AIを活用したGoogle DeepMindの中期気象予測の紹介

Peer-Reviewed Publication

American Association for the Advancement of Science (AAAS)

新しい研究によると、Google DeepMindによる機械学習ベースの気象予測モデルで、既存の手法より精度が高く、時間もかからず、アクセスもしやすい10日先までの気象予測が可能になるという。
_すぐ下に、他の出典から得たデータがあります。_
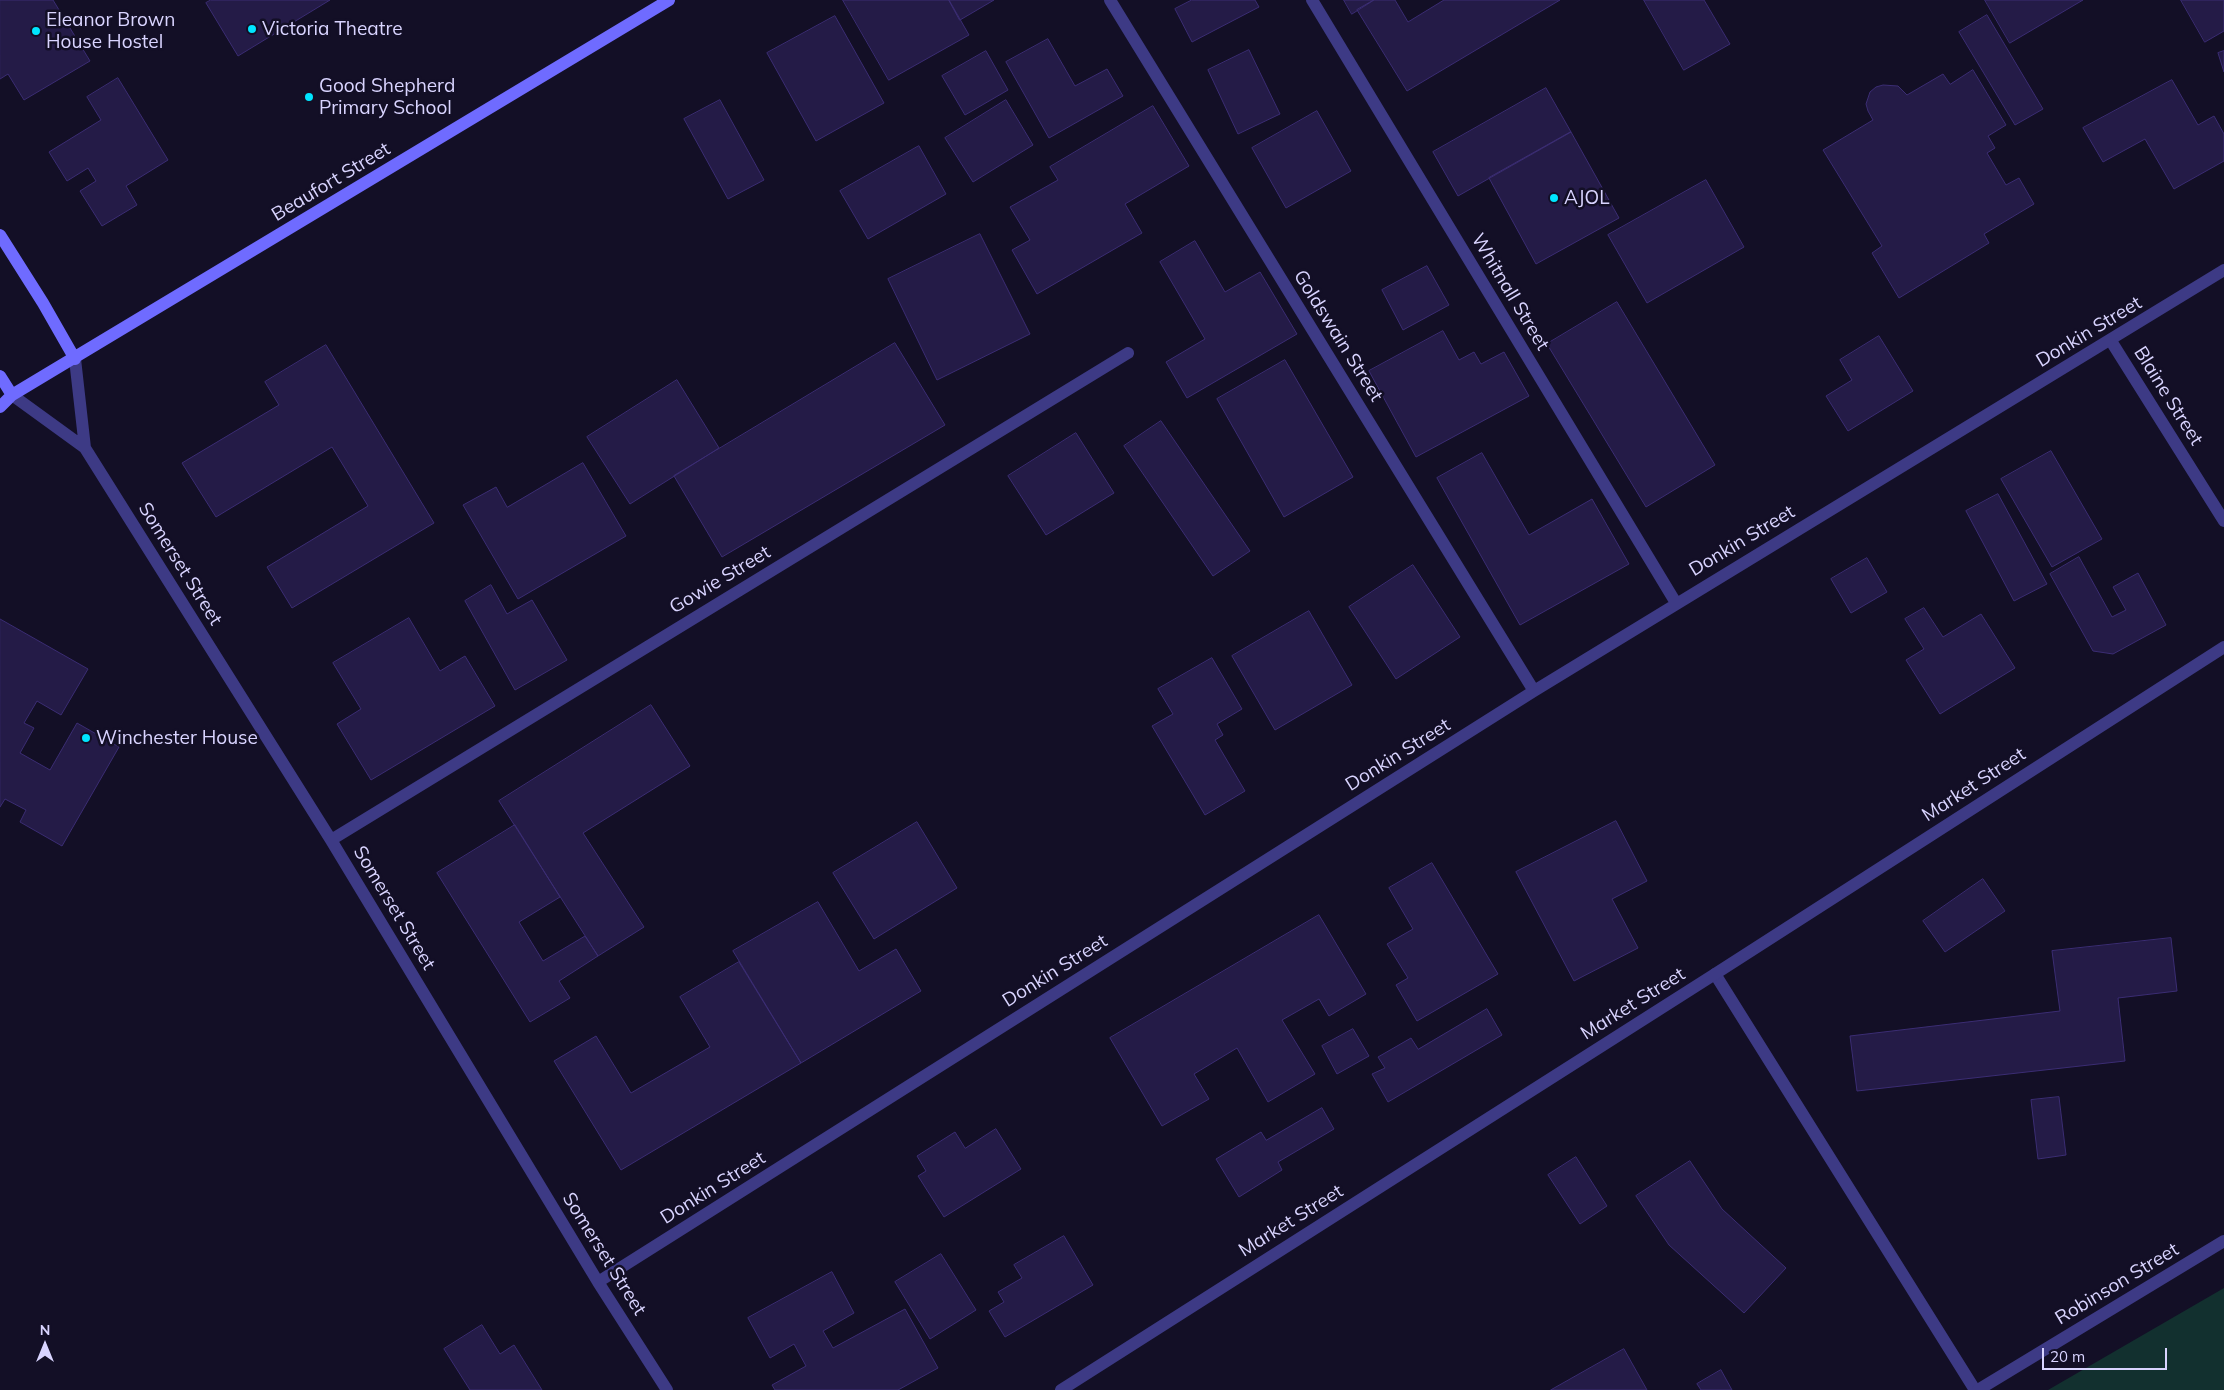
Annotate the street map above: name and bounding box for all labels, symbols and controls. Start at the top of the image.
place label: Eleanor Brown House Hostel [46,9,175,53]
place label: Victoria Theatre [262,18,402,40]
marker: Victoria Theatre [246,23,258,35]
marker: Eleanor Brown House Hostel [30,25,42,37]
place label: Good Shepherd Primary School [319,75,455,119]
marker: Good Shepherd Primary School [303,91,315,103]
street label: Beaufort Street [268,138,394,226]
place label: AJOL [1564,187,1610,209]
marker: AJOL [1548,192,1560,204]
street label: Whitnall Street [1466,229,1554,355]
street label: Goldswain Street [1288,266,1388,406]
street label: Donkin Street [2032,292,2146,372]
street label: Blaine Street [2129,342,2207,450]
street label: Somerset Street [133,498,227,630]
street label: Donkin Street [1685,501,1799,581]
street label: Gowie Street [665,541,775,619]
street label: Donkin Street [1341,714,1455,796]
place label: Winchester House [96,727,258,749]
marker: Winchester House [80,732,92,744]
street label: Market Street [1918,743,2030,827]
street label: Somerset Street [348,842,440,974]
street label: Donkin Street [998,930,1112,1012]
street label: Market Street [1577,963,1689,1045]
street label: Donkin Street [656,1147,770,1229]
street label: Market Street [1235,1180,1347,1262]
street label: Somerset Street [557,1188,651,1320]
street label: Robinson Street [2051,1238,2183,1330]
north arrow [20,1320,70,1370]
text: N [40,1321,50,1339]
scale bar [2044,1338,2169,1370]
text: 20 m [2050,1347,2085,1366]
「GraphCast」と呼ばれるこのモデルは、テストした事例の90%で従来の予測システムに勝る結果を出した。また、直接的なトレーニングがされていない極端な気象事象に関連する予測にも優れていた。「これは気象予測の転機になると思う」と論文の著者らは書いている。今日の気象予測の代表的手法は「数値気象予報(NWP)」である。ただ、NWPモデルはここ数十年で精度が大幅に向上したものの、コストが高く、複雑で、高い計算能力が要求されることから、予測精度の向上にはさらに多くの計算資源が必要になってくる。機械学習ベースの気象予報(MLWP)は過去のデータでトレーニングでき、NWPに代わる手法になる。MLWPはまた、最新のディープラーニングハードウェアを活用して効率を上げることもできる。

 

Remi Lam率いるDeepMindの研究者らは今回、過去の大気状態の再解析データで直接トレーニングされた機械学習ベースの中期気象予測手法、GraphCastを紹介している。ニューラルネットワークとして実装されており、GraphCastは単一のTPUチップ上で1分以内に正確な10日間予測を出すことができる。このGraphCastは、最新の地球の気象状態を2つ ―― 現在時刻と6時間前 ―― インプットして6時間先の気象状態を予測し、約0.25度の緯度/経度の解像度で全地球気象を予測する。これらの予測はインプットとしてこのモデルにフィードバックされ、気象状態の流跡線を伸ばすことができる。LamらはGraphCastの予測スキルを評価するために、多数の気候変数とリードタイムについて、GraphCastの精度とHRES ―― 現在使用されている中で最も精度の高い決定論的中期気象予報モデル ―― の精度を比較した。その結果、GraphCastは1,380の検証対象の90%でHRESより大幅に優れた結果を出せたことを発見した。さらにこのプラットフォームは、熱帯低気圧の進路、大気の川(極方向への極端な水蒸気輸送に関与する細長い大気領域)、極端な温度異常といった気象事象の予測においても、それらについて特別なトレーニングをされていないにもかかわらず、HERSより優れていた。「私たちの手法は、従来の気象予測手法に置き換わるシステムだと見なされるのではなく、むしろ、MLWPが現実世界の予測モデルの課題に対処し、現在のベストな方法を補完し、向上させる可能性があることを示すエビデンスだと解釈されるべきだ」と著者らは述べている。